—El artículo está bien, yo también lo he leído —le comentó Elena, que se despertó de repente y estiró los brazos.
—Sí, lo fácil es dar consejos, pero no tanto aplicarlos —respondió Cortés de manera tajante.
—Por ahí se empieza, ¿no crees?
—Quizá sí —concedió lacónico.
Elena García se interesó otra vez por su estado. Cortés le dijo que se encontraba mejor. «Ya que tengo que estar tantas horas en el avión, quizá no es mala idea charlar con ella, así me puede dar algunos consejos», pensó. Cortés le explicó por encima, sin entrar en detalles, el viaje laboral a México. Omitió su misión secreta.
—No me apetece nada —le confesó a Elena—. Además, no creo que pueda llegar a congeniar con nadie en México, y menos con mi apellido. Al parecer no les somos simpáticos.
—¿A los mexicanos? ¡Qué va, eso no es verdad! Les caemos genial —exclamó Elena muy convencida.
Cortés le mostró una carpeta que llevaba consigo. Había recopilado alrededor de ciento cincuenta páginas de ping-pong entre españoles y latinos. Las quería leer con calma en el avión y una vez allí en México tener respuestas para todo, como le había aconsejado el financiero Pedro Campo. Le pasó los folios a Elena y ella comenzó a ojearlos.
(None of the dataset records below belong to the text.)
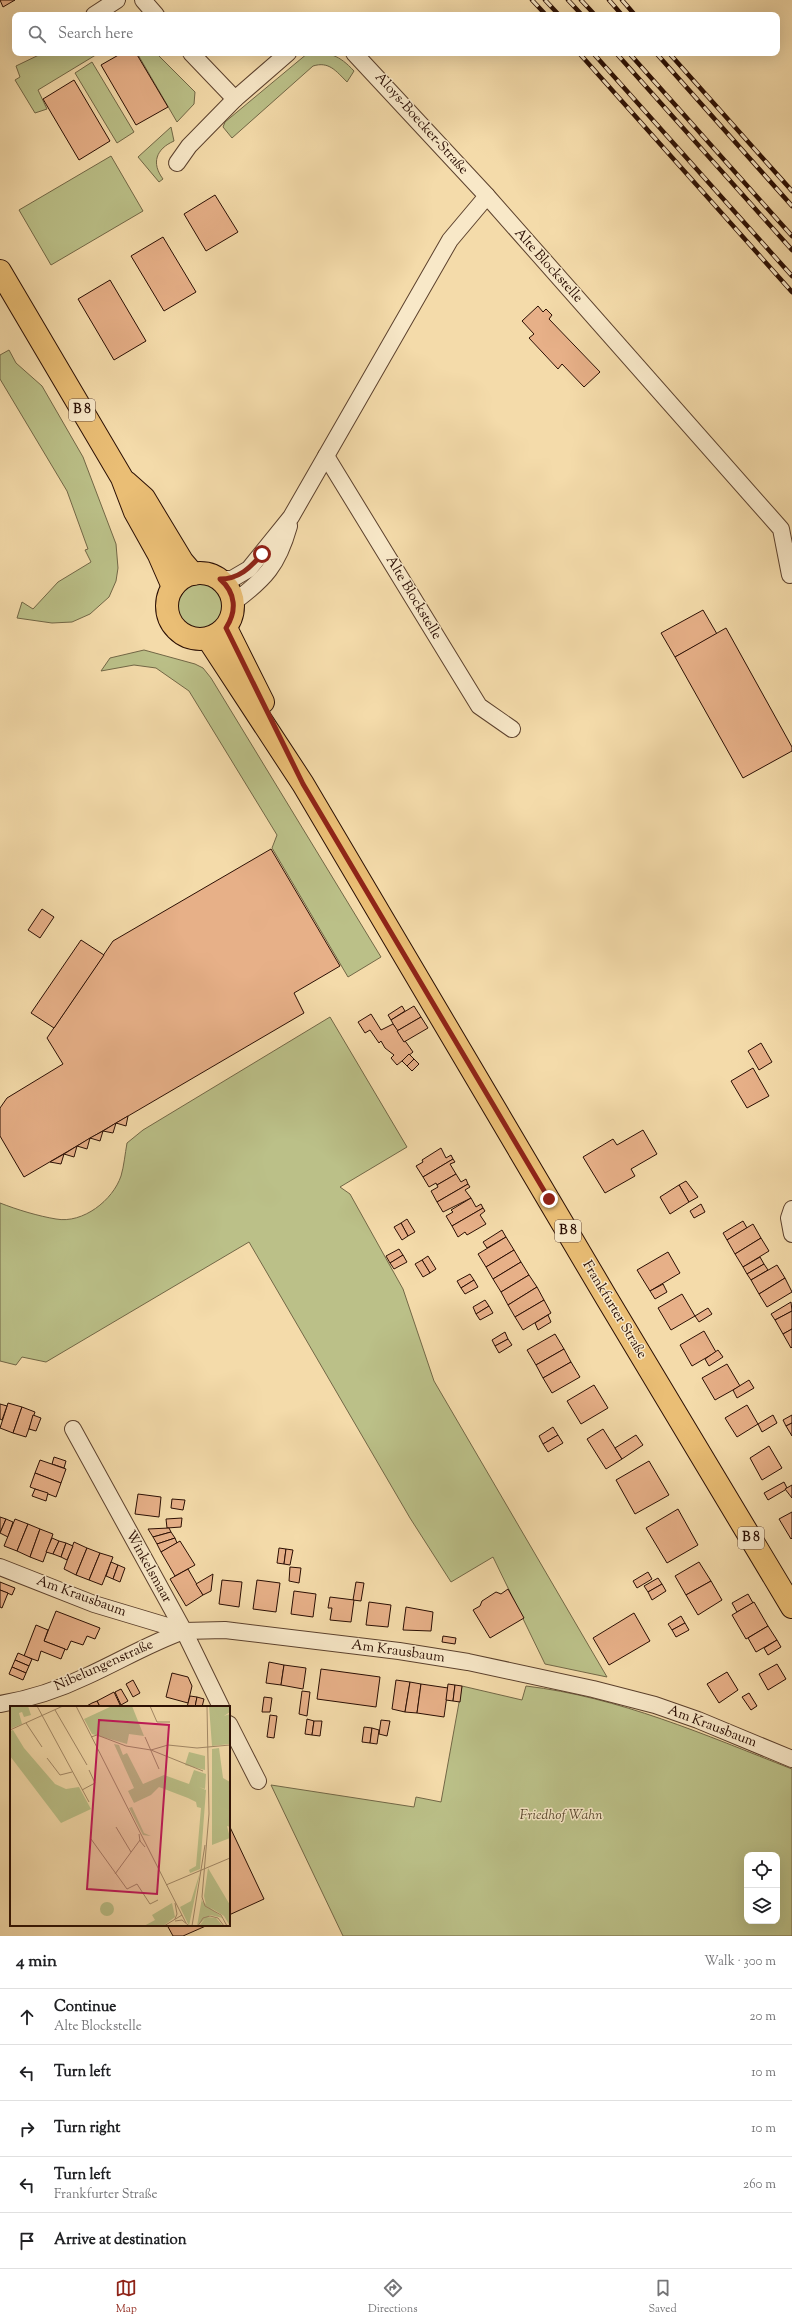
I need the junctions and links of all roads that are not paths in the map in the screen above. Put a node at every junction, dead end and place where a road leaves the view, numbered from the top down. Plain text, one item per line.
1 (117, 0) edge
2 (143, 0) edge
3 (99, 12) edge
4 (153, 12) edge
5 (194, 56) edge
6 (285, 56) edge
7 (357, 56) edge
8 (235, 99) junction
9 (177, 163) dead end
10 (487, 196) junction
11 (0, 271) edge
12 (326, 456) junction
13 (122, 478) junction
14 (291, 517) junction
15 (193, 574) junction
16 (790, 575) dead end
17 (220, 579) junction
18 (173, 587) junction
19 (234, 602) junction
20 (226, 628) junction
21 (208, 639) junction
22 (512, 729) dead end
23 (303, 784) junction
24 (792, 1209) edge
25 (792, 1234) edge
26 (73, 1429) dead end
27 (0, 1567) edge
28 (792, 1607) edge
29 (184, 1631) junction
30 (0, 1704) edge
31 (221, 1706) edge
32 (230, 1726) edge
33 (792, 1759) edge
34 (258, 1781) dead end

1 - 3 street
2 - 4 street
5 - 8 street
6 - 8 street
7 - 10 street, Aloys-Boecker-Straße
8 - 9 street
10 - 12 street
10 - 16 street, Alte Blockstelle
11 - 13 main road, B 8
12 - 14 street
12 - 22 street, Alte Blockstelle
13 - 15 main road, B 8
13 - 18 main road, B 8
14 - 17 street
14 - 19 street
15 - 17 main road
15 - 18 main road
17 - 19 main road
18 - 21 main road
19 - 20 main road
20 - 21 main road
20 - 23 main road, Frankfurter Straße / B 8
21 - 23 main road, Frankfurter Straße / B 8
23 - 28 main road, Frankfurter Straße / B 8
24 - 25 street
26 - 29 street, Winkelsmaar
27 - 29 street, Am Krausbaum
29 - 30 street, Nibelungenstraße
29 - 31 street, Winkelsmaar
29 - 33 street, Am Krausbaum
32 - 34 street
—¡Vaya! Fíjate en esto —dijo ella, para luego leer en voz alta el mensaje de un internauta—: «Están llegando muchos españoles a México, legales e ilegales, porque en su país no tienen ni para comer. ¿No te parece suficiente haber saqueado un continente, ser responsables de la muerte de más de cincuenta millones de indígenas en Sudamérica, haberse llevado todas las riquezas posibles y, lo más inaceptable, haber destruido cientos de culturas y lenguas? ¿A qué venís aquí, pendejo?».
—¡Uf! —exclamó Cortés negando con la cabeza—. Qué exagerados son los mexicanos, todavía protestando por el oro que nos llevamos.
—No deja de tener algo de razón —defendió Elena al internauta—. Ahora muchos españoles, debido a la crisis, han tenido que emigrar. Fíjate lo que contesta un compatriota al mensaje anterior. —Leyó la respuesta que alguien había colgado—: «Te recuerdo, enana marrón, que gracias a la conquista sabes leer y escribir, además de comer con las manos. Cierra esa boca mulata que tienes y da gracias a Dios por llevar apellidos españoles». —La chica arrugó la cara—. Este individuo que llama «enanos marrones» a los demás debe ser el típico español nacionalista, esos que siguen parloteando sobre la Conquista y demás.
Cortés protestó.
—Bueno, la Conquista fue un proceso que encumbró a nuestro país y la convirtió en un imperio, en la primera potencia del mundo moderno.
—Hombre, eso no da pie a que algunos españoles se sientan superiores a los demás hispanohablantes —terció Elena—. Tampoco está bien, pienso, el odio que algunos latinos profesan contra los españoles. Mira lo que dice aquí—. Elena leyó otra intervención de un internauta que aparecía impresa en los folios que le había dejado Cortés—: «Lo que México debe hacer es no dejar entrar a españoles, así como ellos no nos dejan entrar. Como dice el dicho: “Ojo por ojo y diente por diente”. Malditos españoles invasores, ladrones de mierda. ¿Por qué fuimos colonia española si son unos racistas?».
—No sé cómo los mexicanos hablan de racismo si en su propia casa suceden cosas peores, ¡y a la vista de todo el mundo! Basta con ver la televisión para darse cuenta. En la mayoría de las producciones los actores son caucásicos. Primero que hagan arreglos en casa, y lo mismo con la inseguridad. El país da miedo con tanta violencia.
Elena soltó una carcajada.
—Se ve que eres un pinche gachupín —dijo, y volvió a reír—. No te enfades, ¿vale?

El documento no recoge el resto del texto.